Gordon said existing financial assurance (FA) requirements, designed to keep barriers to entry low, are insufficient to ensure that resources that win capacity supply obligations (CSOs) actually deliver.
Current rules do not distinguish between a project meeting all its milestone commitments, a delayed project and a totally failed project because there are no financial penalties until after the resource has failed to meet its commercial operating date (COD).
He cited ISO-NE’s Nov. 4 filing asking FERC to terminate Killingly Energy Center’s CSO for FCA 16, after the developer failed to advance its project despite participating in three consecutive auctions, FCAs 13 to 15. (See ISO-NE Seeks to Terminate CSO for Conn. Power Plant.)

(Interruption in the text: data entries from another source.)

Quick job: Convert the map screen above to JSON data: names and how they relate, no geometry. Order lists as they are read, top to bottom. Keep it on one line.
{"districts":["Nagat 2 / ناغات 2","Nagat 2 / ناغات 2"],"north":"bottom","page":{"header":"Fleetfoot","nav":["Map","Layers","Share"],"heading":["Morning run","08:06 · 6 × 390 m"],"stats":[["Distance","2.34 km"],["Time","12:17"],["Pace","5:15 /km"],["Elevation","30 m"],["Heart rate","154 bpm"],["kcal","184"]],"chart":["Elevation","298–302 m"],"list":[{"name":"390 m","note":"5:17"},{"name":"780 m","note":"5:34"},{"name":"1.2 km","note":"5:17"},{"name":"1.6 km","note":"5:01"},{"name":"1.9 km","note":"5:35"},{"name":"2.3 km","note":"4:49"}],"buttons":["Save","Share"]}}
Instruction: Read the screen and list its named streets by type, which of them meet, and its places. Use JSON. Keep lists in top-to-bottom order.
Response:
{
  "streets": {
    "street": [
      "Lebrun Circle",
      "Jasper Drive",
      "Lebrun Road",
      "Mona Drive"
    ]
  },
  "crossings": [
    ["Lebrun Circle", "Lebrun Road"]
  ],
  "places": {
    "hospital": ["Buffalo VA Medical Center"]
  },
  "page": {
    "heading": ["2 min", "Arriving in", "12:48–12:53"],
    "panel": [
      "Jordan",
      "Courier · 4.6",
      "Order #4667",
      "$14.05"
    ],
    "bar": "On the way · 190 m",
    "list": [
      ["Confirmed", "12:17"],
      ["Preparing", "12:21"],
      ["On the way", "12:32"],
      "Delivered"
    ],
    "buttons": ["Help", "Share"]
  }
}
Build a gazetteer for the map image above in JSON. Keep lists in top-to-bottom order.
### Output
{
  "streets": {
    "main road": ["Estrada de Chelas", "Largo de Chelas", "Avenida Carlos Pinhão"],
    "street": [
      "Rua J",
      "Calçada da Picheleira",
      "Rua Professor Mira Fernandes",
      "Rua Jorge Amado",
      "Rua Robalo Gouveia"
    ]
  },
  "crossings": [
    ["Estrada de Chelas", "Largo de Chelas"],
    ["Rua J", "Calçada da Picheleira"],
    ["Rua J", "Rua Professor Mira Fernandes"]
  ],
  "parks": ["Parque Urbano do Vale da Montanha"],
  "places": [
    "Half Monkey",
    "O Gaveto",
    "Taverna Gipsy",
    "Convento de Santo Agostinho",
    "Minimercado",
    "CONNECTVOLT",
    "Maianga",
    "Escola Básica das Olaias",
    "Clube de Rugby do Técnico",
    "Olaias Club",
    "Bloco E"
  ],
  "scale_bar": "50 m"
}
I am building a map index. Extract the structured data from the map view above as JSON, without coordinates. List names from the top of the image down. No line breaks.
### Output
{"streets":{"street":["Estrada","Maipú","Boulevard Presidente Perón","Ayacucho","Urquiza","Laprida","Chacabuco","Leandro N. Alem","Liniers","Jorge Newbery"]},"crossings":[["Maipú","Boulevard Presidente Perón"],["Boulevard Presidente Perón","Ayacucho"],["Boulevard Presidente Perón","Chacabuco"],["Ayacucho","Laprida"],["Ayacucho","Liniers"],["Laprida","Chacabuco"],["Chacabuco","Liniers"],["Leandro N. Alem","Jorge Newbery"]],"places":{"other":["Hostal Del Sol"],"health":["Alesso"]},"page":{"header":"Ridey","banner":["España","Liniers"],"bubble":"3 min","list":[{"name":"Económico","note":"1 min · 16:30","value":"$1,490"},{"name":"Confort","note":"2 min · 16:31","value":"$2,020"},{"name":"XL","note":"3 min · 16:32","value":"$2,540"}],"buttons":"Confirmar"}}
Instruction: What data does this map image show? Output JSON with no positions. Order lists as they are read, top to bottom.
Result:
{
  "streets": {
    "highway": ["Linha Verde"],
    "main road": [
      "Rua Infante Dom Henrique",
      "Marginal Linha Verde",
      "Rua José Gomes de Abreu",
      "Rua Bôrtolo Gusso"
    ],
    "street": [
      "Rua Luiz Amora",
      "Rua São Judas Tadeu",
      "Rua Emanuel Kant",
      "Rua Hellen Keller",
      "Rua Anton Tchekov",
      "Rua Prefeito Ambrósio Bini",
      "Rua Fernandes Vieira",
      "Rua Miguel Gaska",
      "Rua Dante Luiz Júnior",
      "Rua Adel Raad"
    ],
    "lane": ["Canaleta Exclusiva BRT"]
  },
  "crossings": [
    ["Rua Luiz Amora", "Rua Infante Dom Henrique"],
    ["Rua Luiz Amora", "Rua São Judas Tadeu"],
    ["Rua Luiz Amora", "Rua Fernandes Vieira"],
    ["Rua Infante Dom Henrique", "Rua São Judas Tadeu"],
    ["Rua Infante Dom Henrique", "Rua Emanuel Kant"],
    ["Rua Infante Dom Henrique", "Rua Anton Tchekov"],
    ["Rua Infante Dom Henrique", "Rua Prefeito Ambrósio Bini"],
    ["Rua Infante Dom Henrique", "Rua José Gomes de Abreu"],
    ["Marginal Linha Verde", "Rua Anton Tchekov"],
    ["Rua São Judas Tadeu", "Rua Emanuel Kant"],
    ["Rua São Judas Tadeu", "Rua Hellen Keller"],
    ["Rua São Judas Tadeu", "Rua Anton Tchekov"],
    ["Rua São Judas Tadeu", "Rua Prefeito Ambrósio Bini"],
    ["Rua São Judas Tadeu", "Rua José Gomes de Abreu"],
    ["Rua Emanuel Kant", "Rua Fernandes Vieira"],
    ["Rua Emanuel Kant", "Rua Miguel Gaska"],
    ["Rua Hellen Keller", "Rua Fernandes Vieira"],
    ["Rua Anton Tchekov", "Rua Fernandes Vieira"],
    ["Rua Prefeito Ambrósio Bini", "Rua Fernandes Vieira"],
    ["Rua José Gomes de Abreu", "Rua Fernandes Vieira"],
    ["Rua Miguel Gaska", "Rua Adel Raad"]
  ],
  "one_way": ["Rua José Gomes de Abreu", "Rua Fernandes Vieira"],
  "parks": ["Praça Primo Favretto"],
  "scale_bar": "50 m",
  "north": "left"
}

Failed capacity projects impact other capacity sellers by artificially increasing apparent “supply,” reducing clearing prices and increasing performance risks, he said. He said Killingly’s failure reduced clearing prices by a total of $380 million over three auctions, an average of 31 cents/kW-month.
Currently, the RTO collects a “base” FA — equivalent to one month of net cost of new entry (CONE) — prior to the primary FCA and before the first and second subsequent auctions.
Following a failed project in FCA 10, the RTO also added a “trading” FA that collects any positive trading revenue from resources that engage in “cover” transactions for their CSOs.
CPV proposes to add a “milestone” FA for projects that don’t meet pre-COD obligations and a “delay” FA for projects that fail to meet their obligations at their commitment date:
Resources that have not achieved their financing milestone or their demand reduction value before the first subsequent FCA would be required to post an additional one month of FA.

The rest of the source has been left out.